» **What you need to do**: All entries below must be written out verbatim, and the images must be dropped.
---*---
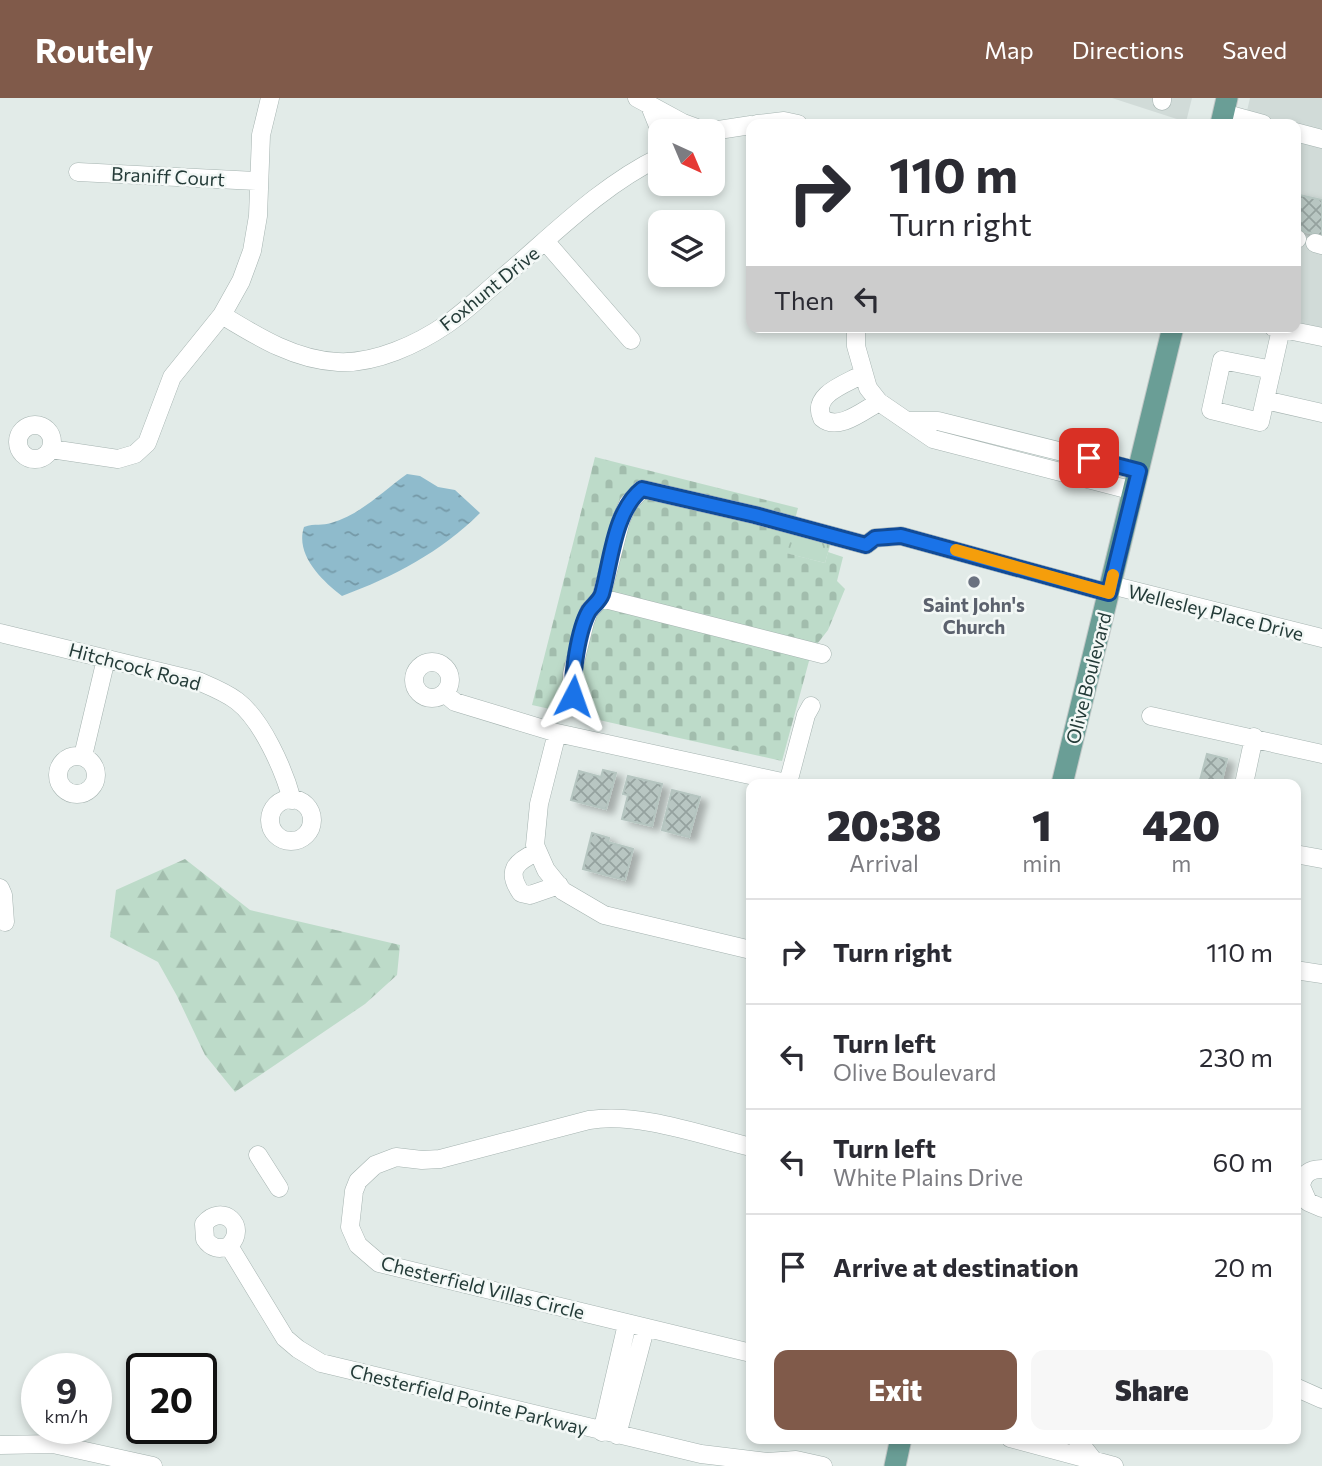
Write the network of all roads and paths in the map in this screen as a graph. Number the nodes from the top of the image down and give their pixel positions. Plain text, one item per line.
1 (270, 98) edge
2 (644, 102) edge
3 (1224, 112) edge
4 (653, 119) edge
5 (676, 119) edge
6 (1247, 119) edge
7 (746, 126) edge
8 (725, 129) edge
9 (1301, 134) edge
10 (1322, 139) edge
11 (648, 164) edge
12 (78, 172) dead end
13 (258, 181) junction
14 (546, 242) junction
15 (222, 315) junction
16 (856, 333) edge
17 (1172, 333) edge
18 (1276, 333) edge
19 (1301, 333) edge
20 (1322, 337) edge
21 (631, 340) dead end
22 (1272, 370) junction
23 (863, 374) junction
24 (1265, 400) junction
25 (880, 402) junction
26 (1322, 413) edge
27 (51, 449) dead end
28 (1137, 481) junction
29 (1110, 589) junction
30 (601, 598) junction
31 (0, 633) edge
32 (1322, 638) edge
33 (822, 654) dead end
34 (106, 659) junction
35 (444, 693) dead end
36 (811, 706) dead end
37 (581, 710) dead end
38 (1151, 716) dead end
39 (558, 733) junction
40 (1254, 737) junction
41 (1322, 754) edge
42 (83, 756) dead end
43 (771, 779) edge
44 (791, 779) edge
45 (1063, 779) edge
46 (1245, 779) edge
47 (292, 800) dead end
48 (537, 852) junction
49 (1301, 857) edge
50 (1322, 859) edge
51 (559, 886) junction
52 (0, 888) edge
53 (5, 922) dead end
54 (746, 949) edge
55 (1301, 971) edge
56 (1322, 974) edge
57 (746, 1146) edge
58 (258, 1155) dead end
59 (1322, 1169) edge
60 (1301, 1176) edge
61 (1301, 1186) edge
62 (279, 1188) dead end
63 (1322, 1208) edge
64 (229, 1246) dead end
65 (627, 1324) junction
66 (645, 1329) junction
67 (746, 1352) edge
68 (1301, 1390) edge
69 (1322, 1399) edge
70 (610, 1434) junction
71 (900, 1444) edge
72 (1032, 1444) edge
73 (1081, 1444) edge
74 (0, 1445) edge
75 (108, 1461) edge
76 (1094, 1461) junction
77 (770, 1464) edge
78 (153, 1466) edge
79 (823, 1466) edge
80 (895, 1466) edge
81 (1114, 1466) edge

1 - 13 street
2 - 4 street
2 - 5 street
3 - 6 street
7 - 8 street
9 - 10 street
11 - 14 street, Foxhunt Drive
12 - 13 street, Braniff Court
13 - 15 street
14 - 15 street, Foxhunt Drive
14 - 21 street
15 - 27 street
16 - 23 street
17 - 28 main road, Olive Boulevard
18 - 22 street
19 - 20 street
22 - 24 street
22 - 24 street
23 - 25 street
23 - 25 street
24 - 26 street
25 - 28 street
28 - 29 main road, Olive Boulevard
29 - 30 street, Wellesley Place Drive
29 - 32 street, Wellesley Place Drive
29 - 45 main road, Olive Boulevard
30 - 33 street
30 - 37 street
31 - 34 street, Hitchcock Road
34 - 42 street
34 - 47 street, Hitchcock Road
35 - 39 street
36 - 44 street
38 - 40 street
39 - 43 street
39 - 48 street
40 - 41 street
40 - 46 street
48 - 51 street
48 - 51 street
49 - 50 street
51 - 54 street
52 - 53 street
55 - 56 street
57 - 65 street, Chesterfield Villas Circle
58 - 62 street
59 - 60 street
61 - 63 street
64 - 70 street, Chesterfield Pointe Parkway
65 - 66 street, Chesterfield Villas Circle
65 - 70 street
66 - 67 street, Chesterfield Villas Circle
66 - 70 street
68 - 69 street
70 - 77 street, Chesterfield Pointe Parkway
71 - 80 main road
72 - 76 street
73 - 76 street
74 - 75 street
75 - 78 street
76 - 81 street
77 - 79 street, Chesterfield Pointe Parkway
---*---
» **Solution below**:
Write the network of all roads and paths in the map in this screen as a graph. Number the nodes from the top of the image down and give their pixel positions. Plain text, one item per line.
1 (270, 98) edge
2 (644, 102) edge
3 (1224, 112) edge
4 (653, 119) edge
5 (676, 119) edge
6 (1247, 119) edge
7 (746, 126) edge
8 (725, 129) edge
9 (1301, 134) edge
10 (1322, 139) edge
11 (648, 164) edge
12 (78, 172) dead end
13 (258, 181) junction
14 (546, 242) junction
15 (222, 315) junction
16 (856, 333) edge
17 (1172, 333) edge
18 (1276, 333) edge
19 (1301, 333) edge
20 (1322, 337) edge
21 (631, 340) dead end
22 (1272, 370) junction
23 (863, 374) junction
24 (1265, 400) junction
25 (880, 402) junction
26 (1322, 413) edge
27 (51, 449) dead end
28 (1137, 481) junction
29 (1110, 589) junction
30 (601, 598) junction
31 (0, 633) edge
32 (1322, 638) edge
33 (822, 654) dead end
34 (106, 659) junction
35 (444, 693) dead end
36 (811, 706) dead end
37 (581, 710) dead end
38 (1151, 716) dead end
39 (558, 733) junction
40 (1254, 737) junction
41 (1322, 754) edge
42 (83, 756) dead end
43 (771, 779) edge
44 (791, 779) edge
45 (1063, 779) edge
46 (1245, 779) edge
47 (292, 800) dead end
48 (537, 852) junction
49 (1301, 857) edge
50 (1322, 859) edge
51 (559, 886) junction
52 (0, 888) edge
53 (5, 922) dead end
54 (746, 949) edge
55 (1301, 971) edge
56 (1322, 974) edge
57 (746, 1146) edge
58 (258, 1155) dead end
59 (1322, 1169) edge
60 (1301, 1176) edge
61 (1301, 1186) edge
62 (279, 1188) dead end
63 (1322, 1208) edge
64 (229, 1246) dead end
65 (627, 1324) junction
66 (645, 1329) junction
67 (746, 1352) edge
68 (1301, 1390) edge
69 (1322, 1399) edge
70 (610, 1434) junction
71 (900, 1444) edge
72 (1032, 1444) edge
73 (1081, 1444) edge
74 (0, 1445) edge
75 (108, 1461) edge
76 (1094, 1461) junction
77 (770, 1464) edge
78 (153, 1466) edge
79 (823, 1466) edge
80 (895, 1466) edge
81 (1114, 1466) edge

1 - 13 street
2 - 4 street
2 - 5 street
3 - 6 street
7 - 8 street
9 - 10 street
11 - 14 street, Foxhunt Drive
12 - 13 street, Braniff Court
13 - 15 street
14 - 15 street, Foxhunt Drive
14 - 21 street
15 - 27 street
16 - 23 street
17 - 28 main road, Olive Boulevard
18 - 22 street
19 - 20 street
22 - 24 street
22 - 24 street
23 - 25 street
23 - 25 street
24 - 26 street
25 - 28 street
28 - 29 main road, Olive Boulevard
29 - 30 street, Wellesley Place Drive
29 - 32 street, Wellesley Place Drive
29 - 45 main road, Olive Boulevard
30 - 33 street
30 - 37 street
31 - 34 street, Hitchcock Road
34 - 42 street
34 - 47 street, Hitchcock Road
35 - 39 street
36 - 44 street
38 - 40 street
39 - 43 street
39 - 48 street
40 - 41 street
40 - 46 street
48 - 51 street
48 - 51 street
49 - 50 street
51 - 54 street
52 - 53 street
55 - 56 street
57 - 65 street, Chesterfield Villas Circle
58 - 62 street
59 - 60 street
61 - 63 street
64 - 70 street, Chesterfield Pointe Parkway
65 - 66 street, Chesterfield Villas Circle
65 - 70 street
66 - 67 street, Chesterfield Villas Circle
66 - 70 street
68 - 69 street
70 - 77 street, Chesterfield Pointe Parkway
71 - 80 main road
72 - 76 street
73 - 76 street
74 - 75 street
75 - 78 street
76 - 81 street
77 - 79 street, Chesterfield Pointe Parkway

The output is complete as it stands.